Jamie Murray brands Mats Wilander’s Andy Murray criticism ‘unfair’ as British doubles teams march on in Paris


Murray and Skupski are into the quarter-finals (Picture: Getty)

In a week where British tennis has come under the microscope after a clean sweep of first-round singles exits, doubles players Jamie Murray, Neal Skupski and Joe Salisbury served a timely reminder that there is strength in depth in that format of the sport.

Murray and Skupski booked their spots in the quarter-finals with a three sets win over second seeds Marcel Granollers and Horacio Zeballos, while Salisbury and American partner Rajeev Ram – who are yet to drop a set – cruised past French pair Jeremy Chardy and Fabrice Martin.

There has been a British doubles Grand Slam champion in each year since 2016. Prior to this year, seven-time Slam champion Murray has won a major in each of those seasons.

Salisbury maintained British tennis’ good run in doubles Slams by winning the Australian Open at the start of this heavily disrupted year and he and Ram have already qualified for the season-ending ATP Finals. Murray and Skupski are on course to join them there.

A man who has been heavily credited with the strength in depth in British men’s doubles – there are currently eight men in the top-100 – is Canadian coach Louis Cayer, who Murray gave a nod to once again after he and Skupski set up a quarter-final clash with German pair Andreas Mies and Kevin Krawiez.

‘It’s his teaching, how he sees the game, his philosophy on the game,’ said Murray after his 6-3 4-6 6-4 win.

Salisbury and Ram also went through (Picture: Getty)

‘All the boys that are coming through are taught that certainly when it comes to sort of positioning, movement, creating uncertainty for the opponents.

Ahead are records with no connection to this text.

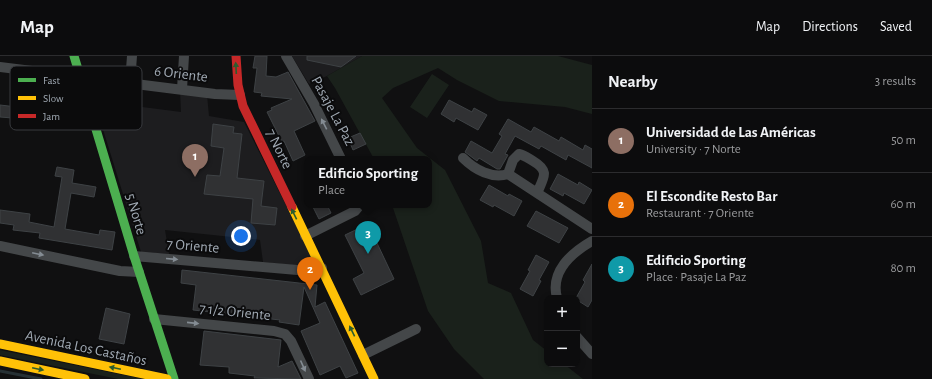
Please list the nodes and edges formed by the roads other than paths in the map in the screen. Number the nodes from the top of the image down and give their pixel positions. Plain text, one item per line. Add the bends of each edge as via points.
1 (74, 56) edge
2 (132, 56) edge
3 (184, 56) edge
4 (236, 56) edge
5 (286, 56) edge
6 (77, 66) edge
7 (131, 66) edge
8 (0, 68) edge
9 (10, 69) edge
10 (142, 84) edge
11 (182, 89) junction
12 (240, 95) junction
13 (96, 130) edge
14 (340, 156) edge
15 (463, 158) dead end
16 (508, 174) junction
17 (537, 193) junction
18 (357, 208) edge
19 (592, 229) edge
20 (305, 236) junction
21 (592, 240) edge
22 (0, 246) edge
23 (134, 256) junction
24 (322, 268) junction
25 (139, 272) junction
26 (557, 295) edge
27 (154, 319) junction
28 (416, 329) dead end
29 (580, 341) edge
30 (0, 344) edge
31 (592, 354) edge
32 (363, 355) junction
33 (0, 361) edge
34 (85, 379) edge
35 (167, 379) edge
36 (174, 379) edge
37 (309, 379) edge
38 (374, 379) edge

1 - 6 street, 5 Norte
2 - 7 street
3 - 11 street
12 -> 4 street, 7 Norte
14 -> 5 street, Pasaje La Paz via 314,104
8 - 9 street, 6 Oriente
10 - 11 street, 6 Oriente
11 - 12 street, 6 Oriente
20 -> 12 street, 7 Norte via 246,113
13 - 23 street, 5 Norte
15 - 16 street via 489,175
16 - 17 street
16 - 17 street via 513,160 519,154 537,163 545,174
17 - 19 street
18 - 20 street
20 - 24 street, 7 Norte
21 - 26 street via 571,255 562,267 557,278
22 -> 25 street via 120,272
23 -> 24 street, 7 Oriente via 309,271
23 - 25 street, 5 Norte
32 -> 24 street, 7 Norte
25 - 27 street, 5 Norte
27 - 36 street, 5 Norte
27 -> 37 street, 7 1/2 Oriente via 285,334
28 - 32 street
29 - 31 street
35 -> 30 street, Avenida Los Castaños
32 - 38 street, 7 Norte
33 -> 34 street, Avenida Los Castaños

‘He has his principles and stuff. Obviously I think from very early on for me, I mean I had a lot of success early, obviously I’ve been able to play at the top of the game for quite a long time now.

‘I think for the other boys coming through, I think they obviously see something that works and believe in and see that you can have success with that.

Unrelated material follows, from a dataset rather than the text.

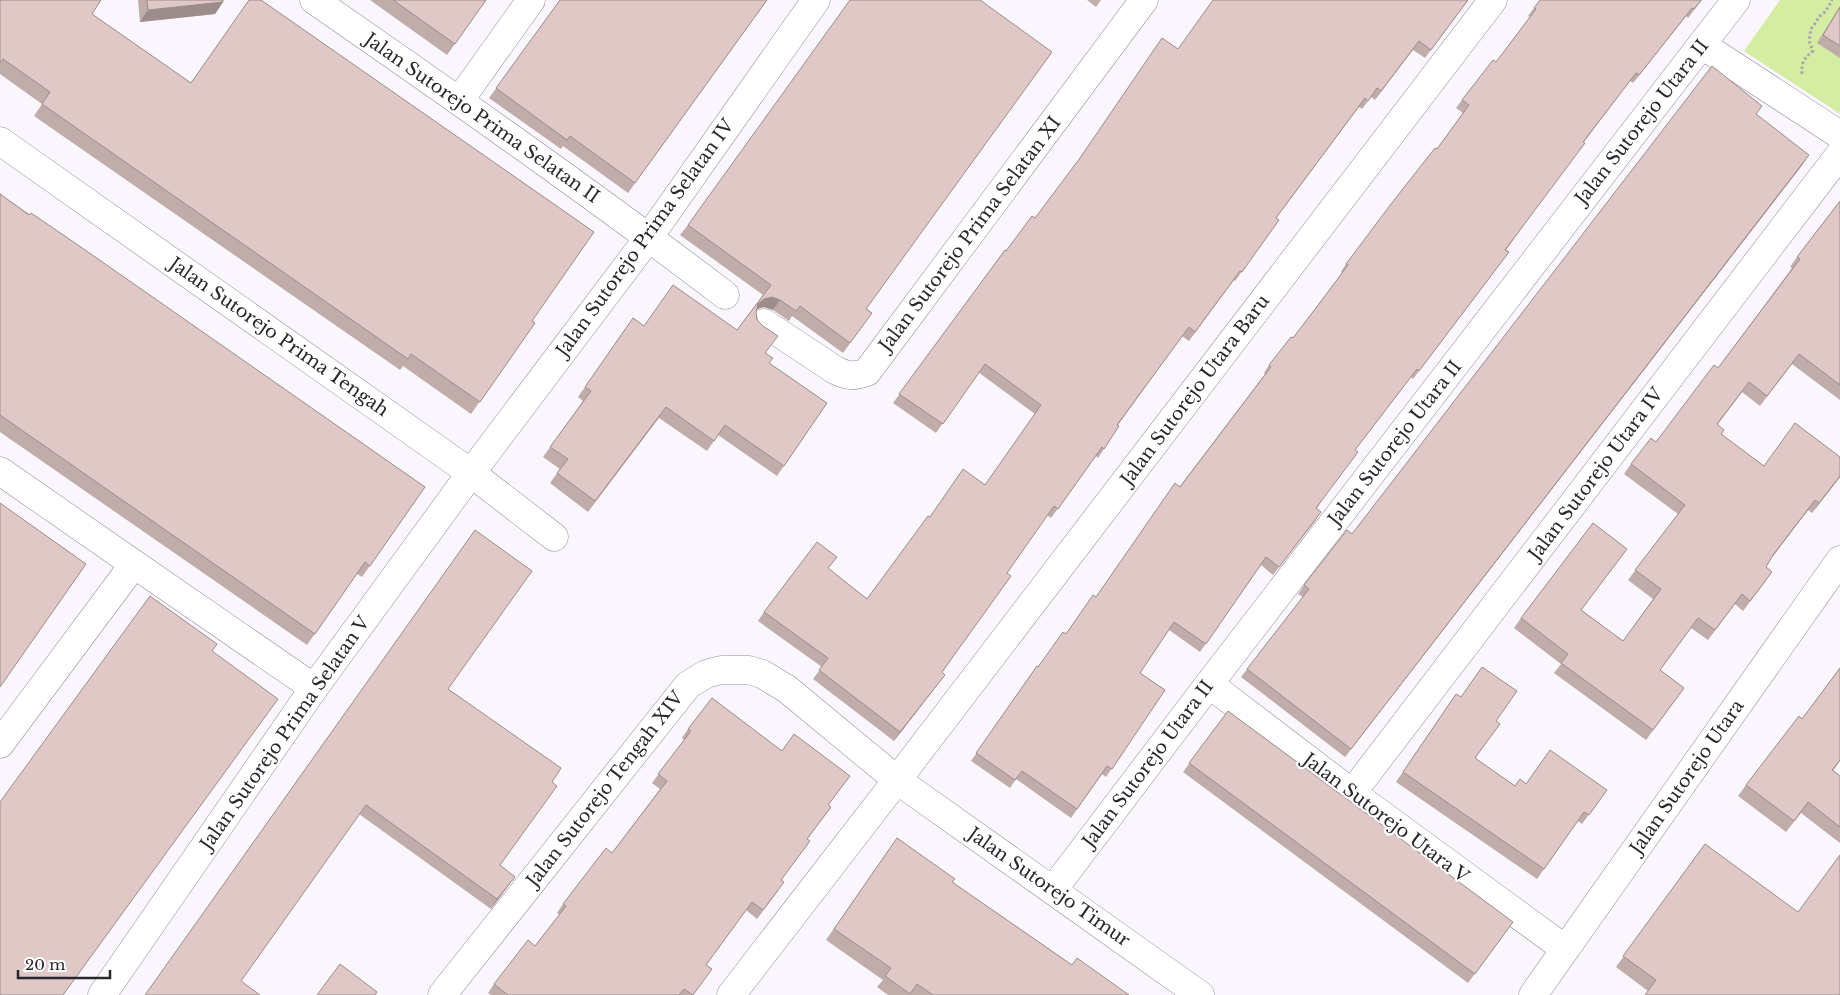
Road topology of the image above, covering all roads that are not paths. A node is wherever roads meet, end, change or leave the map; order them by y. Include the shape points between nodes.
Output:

‘They have gone through that process as well, and we have got a lot of guys playing at this level of events now.’

Murray also defended his brother Andy – who was routed 6-1 6-3 6-2 by Stan Wawrinka in the first round – after he came in for criticism from Mats Wilander for ‘taking’ wildcards off younger players.

‘Well, I think Andy is well within his rights to accept a wildcard at a tournament,’ added Murray. ‘I mean, he obviously came here wanting to compete in the event and try to do as well as he can.

‘Obviously he didn’t have any matches going into the tournament and then he played Stan Wawrinka in the first round, another guy who has got three Grand Slams and loves playing on clay. So it was a bit of a disaster draw for him. I think that was unfair criticism.

‘Of course, Andy didn’t play his best match in the tournament, but nobody when they accept a wildcard into a tournament is going in thinking that they’re not going to play their best match.

Murray was well beaten (Picture: Getty)

‘He’s a champion, been at the top of the game forever, three Grand Slams. I don’t think he has to prove anything to anyone.’

Salisbury gave a straightforward explanation why Britain’s doubles contingent are outperforming their singles counterparts: they’re better!

‘Well, obviously the doubles, apart from a couple of the singles players, obviously in general the doubles guys are ranked higher and kind of seeded in the Slams so you would expect them to go further,’ said Salisbury.

‘I think on the clay for a lot of singles guys it’s not their favorite surface, so it’s tougher.

‘At the moment there’s more strength in the doubles than at the singles, so that’s the main reason.’